Pour dépasser ces difficultés, les structures ont choisi de faire évoluer leurs activités. Une adaptation déjà ancienne pour le monde associatif, raconte Jacques Malet, président fondateur de «Recherches & solidarités», pour qui «une association fonctionne toujours avec trois bouts de ficelle. Elles avaient déjà appris à faire beaucoup avec rien. Alors, nombre d’entre elles ont su rebondir». Au Secours populaire de Paris, on l’assure : «Il n’y a pas eu de désengagement total des bénévoles.» «On a surtout vu la conversion» de nouvelles personnes, abonde Paul Maréchal, délégué national d’ATD Quart Monde, où les accompagnements individuels, comme le soutien scolaire, «ont été maintenus, mais via des contacts par téléphone ou sur les réseaux sociaux».
En basculant vers le télétravail, rebaptisé «télébénévolat», ce qui a été le cas pour deux tiers des bénévoles au cours du premier confinement, les associations ont d’abord essayé de maintenir un semblant d’organisation pour répondre au «surcroît d’activité enregistré», note la sociologue Mathilde Renault-Tinacci, spécialiste du monde associatif. Tout en tentant de surmonter l’écueil de la fracture numérique, particulièrement menaçant à l’égard des plus anciens. «Le numérique, ça a été un choc culturel», s’amuse David Thiébaud, délégué du Secours catholique de Meurtheet-Moselle et des Vosges. Tout en admettant que le distanciel semble aller à l’encontre de la mission associative, les outils numériques lui ont permis de «garder le lien entre les membres de [sa] délégation».
Vague de Jeunes
Dans son centre de la Croix-Rouge de Bernaville et Doullens, dans la Somme, où plus des trois quarts des bénévoles s’étaient mis en retrait, la vice-présidente Marie-Françoise Dupuis, frustrée, n’a elle aussi pas eu d’autres choix que de travailler «par Internet et par téléphone» pour aider son équipe à adapter les distributions aux gestes barrières. Houria Tareb rassure. Au Secours populaire: «Aucun centre n’a fermé depuis le reconfinement. On est mieux organisés qu’au printemps. On a moins peur, et une meilleure connaissance des risques liés au virus.»

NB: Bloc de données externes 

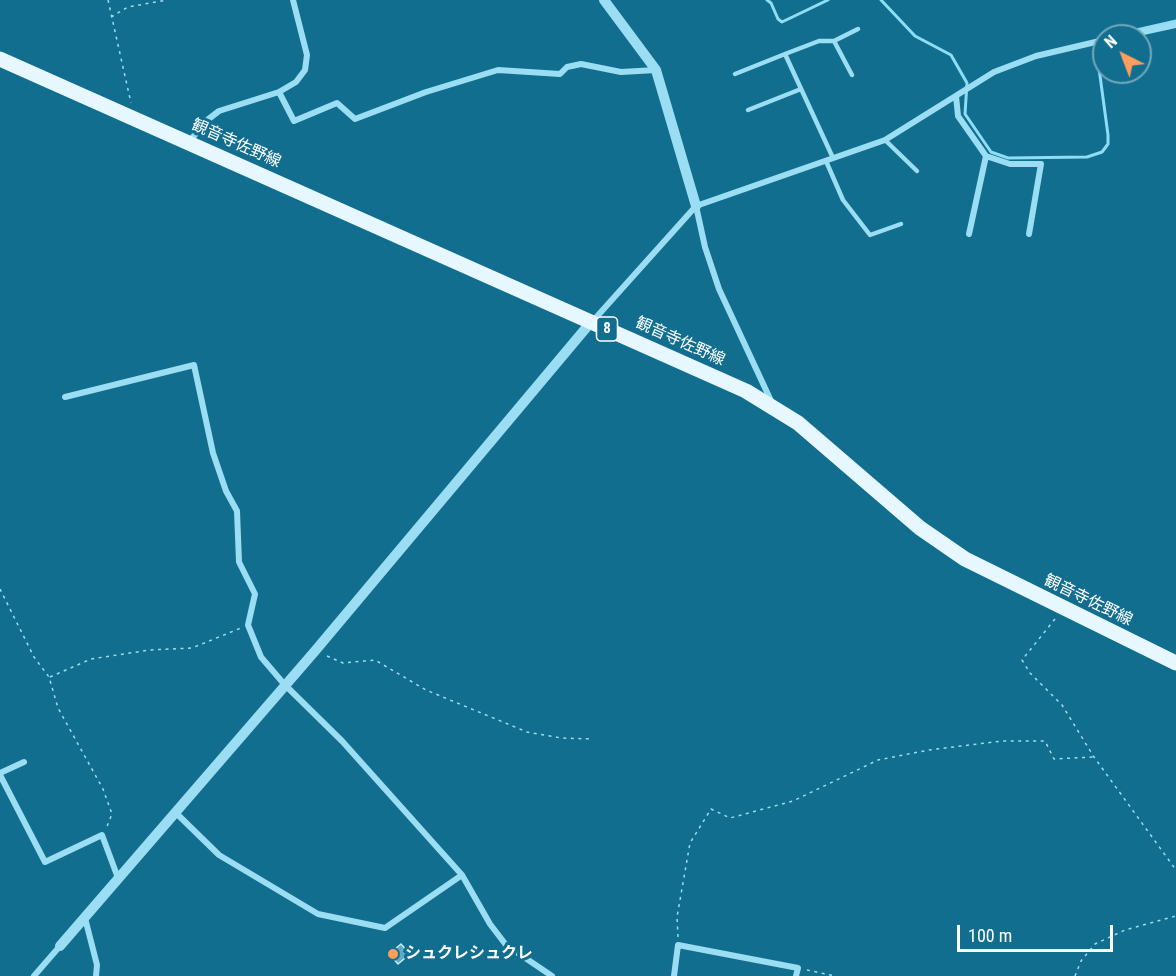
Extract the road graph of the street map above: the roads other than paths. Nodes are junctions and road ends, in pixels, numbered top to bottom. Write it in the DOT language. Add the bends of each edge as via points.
graph roads {
  1 [pos="293,0"];
  2 [pos="604,0"];
  3 [pos="1176,25"];
  4 [pos="858,29"];
  5 [pos="1152,30"];
  6 [pos="834,41"];
  7 [pos="1092,43"];
  8 [pos="785,54"];
  9 [pos="0,59"];
  10 [pos="656,70"];
  11 [pos="735,74"];
  12 [pos="852,75"];
  13 [pos="801,89"];
  14 [pos="279,92"];
  15 [pos="956,96"];
  16 [pos="748,110"];
  17 [pos="885,141"];
  18 [pos="189,143"];
  19 [pos="986,156"];
  20 [pos="833,158"];
  21 [pos="826,161"];
  22 [pos="917,171"];
  23 [pos="696,206"];
  24 [pos="901,224"];
  25 [pos="969,234"];
  26 [pos="1029,234"];
  27 [pos="591,322"];
  28 [pos="65,398"];
  29 [pos="773,406"];
  30 [pos="1176,663"];
  31 [pos="284,684"];
  32 [pos="24,762"];
  33 [pos="0,774"];
  34 [pos="175,812"];
  35 [pos="462,875"];
  36 [pos="118,878"];
  37 [pos="85,917"];
  38 [pos="60,946"];
  39 [pos="34,976"];
  40 [pos="96,976"];
  41 [pos="552,976"];
  42 [pos="674,976"];
  43 [pos="796,976"];
  1 -- 14 [label="street" via="308,55 305,70 296,82"];
  2 -- 10 [label="street"];
  3 -- 5 [label="street"];
  4 -- 6 [label="lane"];
  6 -- 8 [label="lane" via="819,41"];
  6 -- 12 [label="lane"];
  7 -- 15 [label="street" via="1036,56 994,72"];
  8 -- 11 [label="lane"];
  8 -- 13 [label="lane"];
  9 -- 18 [label="main road, 観音寺佐野線 / 8"];
  10 -- 14 [label="street" via="621,72 581,64 567,67 560,74 498,70 356,119 337,103 294,121"];
  10 -- 23 [label="street"];
  13 -- 16 [label="lane"];
  13 -- 20 [label="lane"];
  14 -- 18 [label="street" via="219,111"];
  15 -- 17 [label="street"];
  15 -- 19 [label="street" via="958,116"];
  17 -- 20 [label="street"];
  17 -- 22 [label="lane"];
  18 -- 27 [label="main road, 観音寺佐野線 / 8"];
  19 -- 25 [label="street"];
  19 -- 26 [label="street" via="1010,164 1041,164"];
  20 -- 21 [label="street"];
  21 -- 23 [label="street"];
  21 -- 24 [label="lane" via="843,200 870,235"];
  23 -- 27 [label="street"];
  23 -- 29 [label="street" via="719,289"];
  27 -- 29 [label="main road, 観音寺佐野線 / 8"];
  27 -- 31 [label="street"];
  28 -- 31 [label="street" via="194,365 213,453 237,511 239,562 255,594 248,625 261,657"];
  29 -- 30 [label="main road, 観音寺佐野線 / 8" via="944,545 975,565"];
  31 -- 34 [label="street"];
  31 -- 35 [label="street" via="342,741"];
  32 -- 33 [label="street"];
  33 -- 36 [label="street" via="45,862 102,835"];
  34 -- 35 [label="street" via="219,855 318,914 386,928"];
  34 -- 36 [label="street"];
  35 -- 41 [label="street" via="506,945"];
  36 -- 37 [label="street"];
  37 -- 38 [label="street"];
  37 -- 40 [label="street"];
  38 -- 39 [label="street"];
  42 -- 43 [label="street" via="678,945 798,968"];
}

Privés des forums d’associations, les campagnes de recrutement ont néanmoins trouvé preneurs en ligne, avec un succès dépassant parfois les attentes. «Nous avons eu 400 profils qui se sont proposés spontanément», s’enthousiasme Etienne Mangeard, à l’Armée du salut. Et de souligner qu’une vague de jeunes bénévoles, qu’ils soient actifs, en chômage partiel ou étudiants, a permis de préserver maraudes et distributions mobiles depuis mars. Même schéma au Secours populaire de Haute-Garonne, où la secrétaire générale s’est réjouie de l’arrivée de ces jeunes – «ils sont venus dans la bonne humeur et avec des idées neuves, comme les drives pour les distributions alimentaires, ou les groupes WhatsApp entre bénévoles». Mais elle s’inquiète de sa capacité à les conserver. Moins de bénévoles, plus de bénéficiaires : la pression est énorme pour ces associations qui prévoient, à cause de la crise économique, que «des milliers de personnes risquent de basculer durablement dans la pauvreté».•
«Aucun centre n’a fermé depuis le reconfinement. On est mieux organisés.»